EXTRACTED INFORMATION
>>>
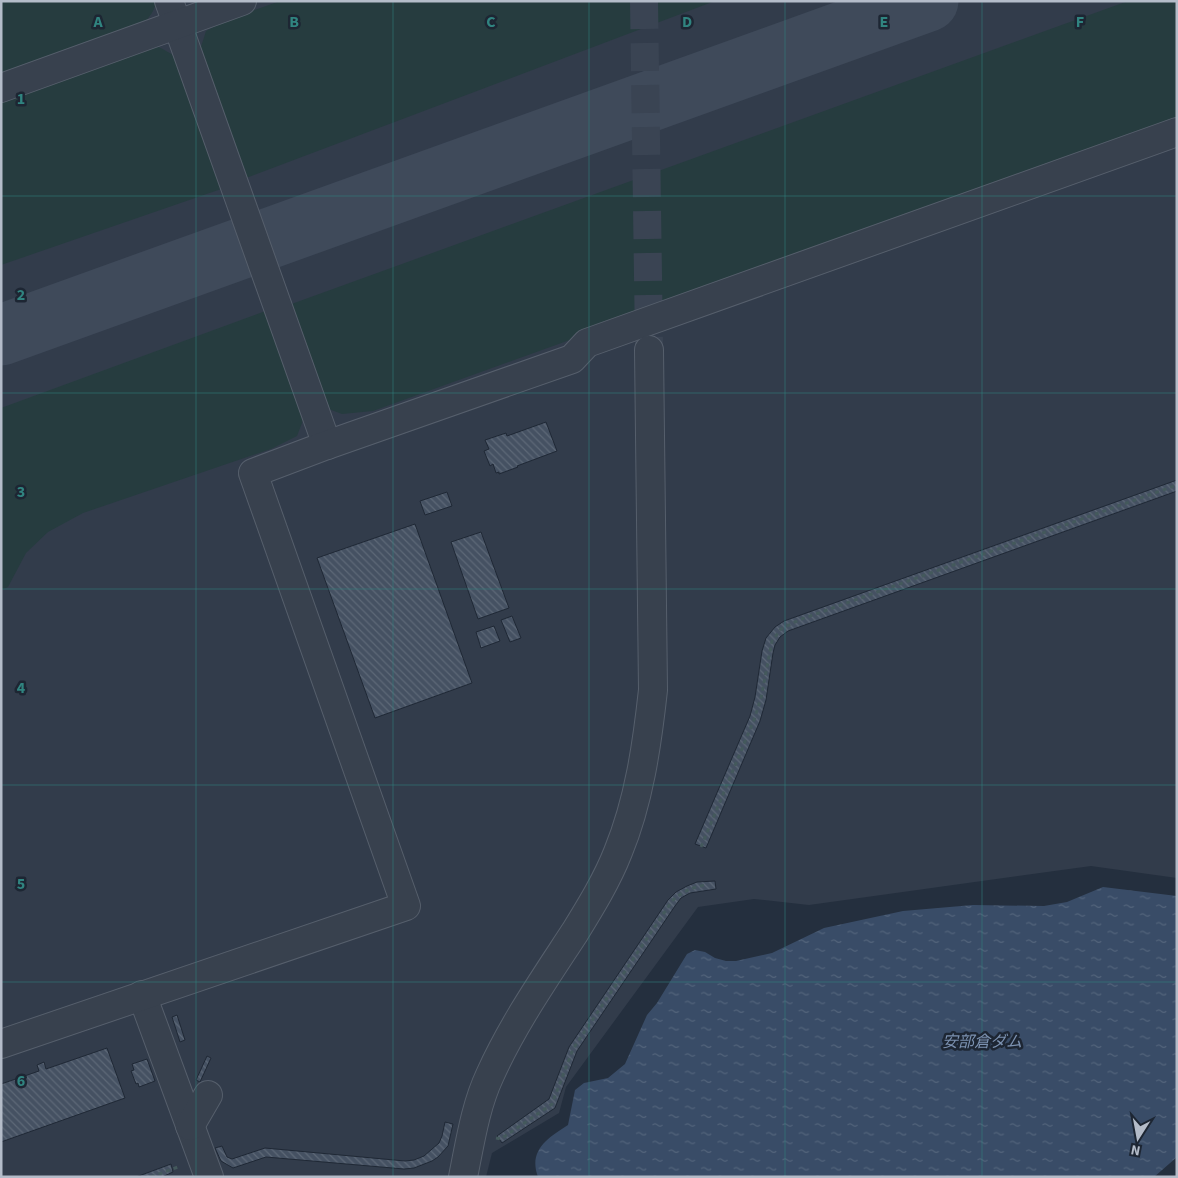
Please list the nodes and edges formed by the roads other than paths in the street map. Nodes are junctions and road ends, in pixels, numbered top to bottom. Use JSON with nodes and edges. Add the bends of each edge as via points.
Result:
{"nodes":[{"id":1,"x":242,"y":1,"type":"edge"},
{"id":2,"x":173,"y":13,"type":"edge"},
{"id":3,"x":1,"y":88,"type":"edge"},
{"id":4,"x":1177,"y":132,"type":"edge"},
{"id":5,"x":649,"y":350,"type":"tunnel mouth"},
{"id":6,"x":327,"y":445,"type":"junction"},
{"id":7,"x":142,"y":995,"type":"junction"},
{"id":8,"x":1,"y":1044,"type":"edge"},
{"id":9,"x":208,"y":1095,"type":"dead end"},
{"id":10,"x":190,"y":1126,"type":"junction"},
{"id":11,"x":208,"y":1177,"type":"edge"},
{"id":12,"x":463,"y":1177,"type":"edge"}],
"edges":[{"from":1,"to":2,"type":"street"},
{"from":2,"to":3,"type":"street"},
{"from":2,"to":6,"type":"street"},
{"from":4,"to":6,"type":"street","via":[[587,343],[572,359]]},
{"from":5,"to":12,"type":"street","via":[[653,690],[647,746],[636,798],[618,852],[599,892],[517,1024],[489,1077]]},
{"from":6,"to":7,"type":"street","via":[[253,473],[406,906]]},
{"from":7,"to":8,"type":"street"},
{"from":7,"to":10,"type":"street"},
{"from":9,"to":10,"type":"street"},
{"from":10,"to":11,"type":"street"}]}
<<<
Could the material above be given again in full and exactly, with its pictures left out?

SOLUTION TO THE PROBLEM
Please list the nodes and edges formed by the roads other than paths in the street map. Nodes are junctions and road ends, in pixels, numbered top to bottom. Use JSON with nodes and edges. Add the bends of each edge as via points.
Result:
{"nodes":[{"id":1,"x":242,"y":1,"type":"edge"},
{"id":2,"x":173,"y":13,"type":"edge"},
{"id":3,"x":1,"y":88,"type":"edge"},
{"id":4,"x":1177,"y":132,"type":"edge"},
{"id":5,"x":649,"y":350,"type":"tunnel mouth"},
{"id":6,"x":327,"y":445,"type":"junction"},
{"id":7,"x":142,"y":995,"type":"junction"},
{"id":8,"x":1,"y":1044,"type":"edge"},
{"id":9,"x":208,"y":1095,"type":"dead end"},
{"id":10,"x":190,"y":1126,"type":"junction"},
{"id":11,"x":208,"y":1177,"type":"edge"},
{"id":12,"x":463,"y":1177,"type":"edge"}],
"edges":[{"from":1,"to":2,"type":"street"},
{"from":2,"to":3,"type":"street"},
{"from":2,"to":6,"type":"street"},
{"from":4,"to":6,"type":"street","via":[[587,343],[572,359]]},
{"from":5,"to":12,"type":"street","via":[[653,690],[647,746],[636,798],[618,852],[599,892],[517,1024],[489,1077]]},
{"from":6,"to":7,"type":"street","via":[[253,473],[406,906]]},
{"from":7,"to":8,"type":"street"},
{"from":7,"to":10,"type":"street"},
{"from":9,"to":10,"type":"street"},
{"from":10,"to":11,"type":"street"}]}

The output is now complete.